Merck drops last phase 3 Keytruda trial in prostate cancer

Merck drops last phase 3 Keytruda trial in prostate cancer

Merck & Co’s attempts to move its checkpoint inhibitor Keytruda into prostate cancer have been blocked once again, continuing a run of disappointing studies with immunotherapies in the disease.

In its latest setback, Merck has announced that it is abandoning the KEYNOTE-641 of Keytruda (pembrolizumab) in combination with Astellas/Pfizer’s Xtandi (enzalutamide) in metastatic castration-resistant prostate cancer (mCRPC) – its last remaining late-stage trial of the PD-1 inhibitor in prostate cancer.

The decision comes after an interim look at the data found no evidence of a benefit for the combination compared to Xtandi – both given on top of androgen deprivation therapy (ADT) – on radiographic progression-free survival (rPFS) and overall survival (OS).

It comes just a few weeks after Merck also discontinued the KEYNOTE-991 study in patients with metastatic hormone-sensitive prostate cancer (mHSPC), again after missing the mark on rPFS and OS, and is the latest in a string of disappointing studies.

Last year, Keytruda also failed the KEYNOTE-921 study of Keytruda plus chemotherapy in mCRPC previously treated with hormonal therapies, and the KEYLYNK-010 trial of a combination of Keytruda and Merck/AstraZeneca’s PARP inhibitor Lynparza (olaparib) in mCRPC patients previously treated with hormonal therapy and chemo.

Merck’s run of bad results is unfortunately par for the course for checkpoint inhibitors in prostate cancer, with other drugs including Bristol-Myers Squibb’s rival PD-1 Opdivo (nivolumab) also failing to move the needle in the disease.

The cancer is particularly challenging for immunotherapy, as it tends to have fewer mutations than other cancers, presenting fewer targets for immune cells, and tends to be immunologically ‘cold’, with few immune cells infiltrating the tumour.

Eliav Barr, Merck’s chief medical officer, said it was important to ask “tough questions” to try to provide as many patients as possible with an immunotherapy.
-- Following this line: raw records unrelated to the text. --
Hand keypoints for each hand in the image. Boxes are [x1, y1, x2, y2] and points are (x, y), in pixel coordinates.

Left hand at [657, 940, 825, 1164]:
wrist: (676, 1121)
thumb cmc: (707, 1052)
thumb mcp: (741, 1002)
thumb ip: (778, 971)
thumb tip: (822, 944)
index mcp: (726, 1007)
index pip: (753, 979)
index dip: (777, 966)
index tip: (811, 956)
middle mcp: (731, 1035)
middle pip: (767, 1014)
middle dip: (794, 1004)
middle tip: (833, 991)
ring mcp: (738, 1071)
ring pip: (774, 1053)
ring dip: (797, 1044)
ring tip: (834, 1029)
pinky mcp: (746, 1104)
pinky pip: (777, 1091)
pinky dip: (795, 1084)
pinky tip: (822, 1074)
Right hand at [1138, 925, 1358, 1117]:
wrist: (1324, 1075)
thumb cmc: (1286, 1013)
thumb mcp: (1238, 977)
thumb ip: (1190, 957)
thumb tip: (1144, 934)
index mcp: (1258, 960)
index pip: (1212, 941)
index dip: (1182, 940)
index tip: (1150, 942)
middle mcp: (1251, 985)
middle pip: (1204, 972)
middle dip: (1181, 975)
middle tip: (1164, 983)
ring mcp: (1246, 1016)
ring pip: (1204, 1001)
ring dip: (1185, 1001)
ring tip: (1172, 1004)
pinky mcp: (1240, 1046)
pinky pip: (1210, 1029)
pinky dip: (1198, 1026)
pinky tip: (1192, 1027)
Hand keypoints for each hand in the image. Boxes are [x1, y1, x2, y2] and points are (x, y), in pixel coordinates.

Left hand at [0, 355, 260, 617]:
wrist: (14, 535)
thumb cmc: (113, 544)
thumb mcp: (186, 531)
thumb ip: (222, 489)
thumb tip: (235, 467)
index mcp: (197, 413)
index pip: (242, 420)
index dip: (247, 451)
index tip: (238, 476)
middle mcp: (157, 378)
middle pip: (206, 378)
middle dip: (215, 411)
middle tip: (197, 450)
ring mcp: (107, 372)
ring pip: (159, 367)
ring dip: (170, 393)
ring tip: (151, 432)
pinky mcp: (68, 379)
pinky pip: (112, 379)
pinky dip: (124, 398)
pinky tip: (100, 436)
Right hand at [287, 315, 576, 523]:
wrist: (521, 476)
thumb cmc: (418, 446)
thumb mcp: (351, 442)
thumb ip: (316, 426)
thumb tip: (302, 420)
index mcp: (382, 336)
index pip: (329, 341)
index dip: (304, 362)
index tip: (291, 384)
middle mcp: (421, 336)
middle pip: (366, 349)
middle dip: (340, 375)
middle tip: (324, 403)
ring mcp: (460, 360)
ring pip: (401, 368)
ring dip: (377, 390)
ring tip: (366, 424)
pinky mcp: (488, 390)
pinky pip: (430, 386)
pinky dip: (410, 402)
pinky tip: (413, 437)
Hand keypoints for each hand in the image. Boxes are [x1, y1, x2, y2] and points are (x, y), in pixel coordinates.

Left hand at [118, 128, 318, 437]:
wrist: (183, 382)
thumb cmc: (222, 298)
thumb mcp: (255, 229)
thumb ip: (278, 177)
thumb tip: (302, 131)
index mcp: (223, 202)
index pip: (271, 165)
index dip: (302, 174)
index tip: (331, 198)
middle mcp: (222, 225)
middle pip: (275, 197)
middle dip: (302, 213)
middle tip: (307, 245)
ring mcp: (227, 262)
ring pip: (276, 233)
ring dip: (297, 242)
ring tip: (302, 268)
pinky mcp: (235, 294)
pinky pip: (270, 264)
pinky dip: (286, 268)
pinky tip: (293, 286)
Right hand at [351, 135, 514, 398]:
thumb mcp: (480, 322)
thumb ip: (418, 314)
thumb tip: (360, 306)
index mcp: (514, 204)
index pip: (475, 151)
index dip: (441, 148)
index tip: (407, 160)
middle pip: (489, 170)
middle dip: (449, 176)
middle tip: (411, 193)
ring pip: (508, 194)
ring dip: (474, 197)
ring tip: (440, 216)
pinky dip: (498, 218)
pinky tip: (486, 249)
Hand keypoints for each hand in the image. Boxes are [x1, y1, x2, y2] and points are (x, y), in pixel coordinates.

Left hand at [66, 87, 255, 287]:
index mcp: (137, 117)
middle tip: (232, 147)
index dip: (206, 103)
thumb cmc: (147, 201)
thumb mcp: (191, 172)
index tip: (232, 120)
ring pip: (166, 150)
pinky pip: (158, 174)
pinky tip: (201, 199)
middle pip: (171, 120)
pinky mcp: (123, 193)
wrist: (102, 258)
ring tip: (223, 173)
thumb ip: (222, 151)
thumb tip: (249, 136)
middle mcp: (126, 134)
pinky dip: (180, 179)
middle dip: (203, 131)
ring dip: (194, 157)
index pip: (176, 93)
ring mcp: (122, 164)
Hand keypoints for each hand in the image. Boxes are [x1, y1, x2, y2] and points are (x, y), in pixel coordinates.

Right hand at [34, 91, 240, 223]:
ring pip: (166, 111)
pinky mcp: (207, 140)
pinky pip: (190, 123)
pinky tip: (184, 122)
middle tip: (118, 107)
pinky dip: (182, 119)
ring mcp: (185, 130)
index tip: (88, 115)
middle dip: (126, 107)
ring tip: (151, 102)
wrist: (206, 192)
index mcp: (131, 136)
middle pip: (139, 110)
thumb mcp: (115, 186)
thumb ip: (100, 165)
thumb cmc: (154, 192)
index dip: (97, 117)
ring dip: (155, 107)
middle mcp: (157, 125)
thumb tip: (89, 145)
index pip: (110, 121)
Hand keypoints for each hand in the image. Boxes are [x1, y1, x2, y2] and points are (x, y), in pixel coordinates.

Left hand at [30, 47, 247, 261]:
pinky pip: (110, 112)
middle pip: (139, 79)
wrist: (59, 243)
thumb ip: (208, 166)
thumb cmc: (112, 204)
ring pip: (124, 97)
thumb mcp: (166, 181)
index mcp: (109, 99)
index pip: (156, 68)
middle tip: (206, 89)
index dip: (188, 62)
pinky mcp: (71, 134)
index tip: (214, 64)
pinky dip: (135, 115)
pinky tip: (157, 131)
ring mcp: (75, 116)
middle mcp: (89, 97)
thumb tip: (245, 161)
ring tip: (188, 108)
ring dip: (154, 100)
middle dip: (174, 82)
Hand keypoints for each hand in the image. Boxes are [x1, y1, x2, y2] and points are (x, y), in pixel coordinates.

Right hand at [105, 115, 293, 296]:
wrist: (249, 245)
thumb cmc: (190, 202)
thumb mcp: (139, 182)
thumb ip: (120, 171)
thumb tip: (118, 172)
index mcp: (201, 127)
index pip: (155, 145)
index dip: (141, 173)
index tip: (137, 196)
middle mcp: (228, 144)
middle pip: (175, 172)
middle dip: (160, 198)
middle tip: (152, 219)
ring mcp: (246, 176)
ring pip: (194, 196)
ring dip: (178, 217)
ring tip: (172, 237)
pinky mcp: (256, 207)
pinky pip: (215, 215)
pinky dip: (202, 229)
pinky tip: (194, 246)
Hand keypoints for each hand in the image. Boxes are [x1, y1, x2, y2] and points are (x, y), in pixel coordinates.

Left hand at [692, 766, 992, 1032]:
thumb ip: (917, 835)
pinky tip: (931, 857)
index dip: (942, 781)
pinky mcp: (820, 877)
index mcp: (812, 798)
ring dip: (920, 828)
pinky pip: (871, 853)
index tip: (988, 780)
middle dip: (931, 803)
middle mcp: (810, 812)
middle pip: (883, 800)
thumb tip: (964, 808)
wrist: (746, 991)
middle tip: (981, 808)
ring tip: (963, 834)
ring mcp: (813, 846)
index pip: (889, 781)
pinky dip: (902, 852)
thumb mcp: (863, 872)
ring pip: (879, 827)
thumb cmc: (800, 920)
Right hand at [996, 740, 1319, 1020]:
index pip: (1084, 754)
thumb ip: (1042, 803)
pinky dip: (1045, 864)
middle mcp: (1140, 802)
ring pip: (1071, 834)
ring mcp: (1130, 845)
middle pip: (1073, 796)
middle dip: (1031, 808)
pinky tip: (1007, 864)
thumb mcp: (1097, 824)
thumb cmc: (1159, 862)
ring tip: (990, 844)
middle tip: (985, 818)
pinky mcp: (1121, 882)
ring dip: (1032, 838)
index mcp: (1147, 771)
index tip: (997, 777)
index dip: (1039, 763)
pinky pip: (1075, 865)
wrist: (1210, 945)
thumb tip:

“Science is rarely a straight line, and while we are disappointed in these study results, our research to investigate Keytruda in many difficult-to-treat types of cancer continues in earnest,” he added.

BMS has bucked the trend for late-stage immuno-oncology studies in prostate cancer in the CheckMate 650 trial Opdivo in combination with CTLA4 inhibitor Yervoy (ipilimumab), which showed modest efficacy for the regimen, but considerable side effects that forced a dosing change that has delayed a final readout.

Rare lung cancer fail

Along with prostate cancer disappointment, Merck also reported a surprising failed trial in non-small cell lung cancer (NSCLC), a disease which accounts for a large proportion of Keytruda’s blockbuster sales.

It is discontinuing the study – called KEYNOTE-789 – which was comparing Keytruda with Eli Lilly’s Alimta (pemetrexed) and platinum-based chemotherapy to Alimta plus chemo in patients with EGFR-mutated metastatic, non-squamous NSCLC that had become resistant to first-line tyrosine kinase inhibitors, such as AstraZeneca’s Tagrisso (osimertinib).

Keytruda plus chemo is the leading immunotherapy for patients without resistance mutations, but for patients with EGFR or ALK mutations other drugs like Tagrisso are the first-line choice. Merck had hoped to show that Keytruda would work when TKI’s lost their efficacy.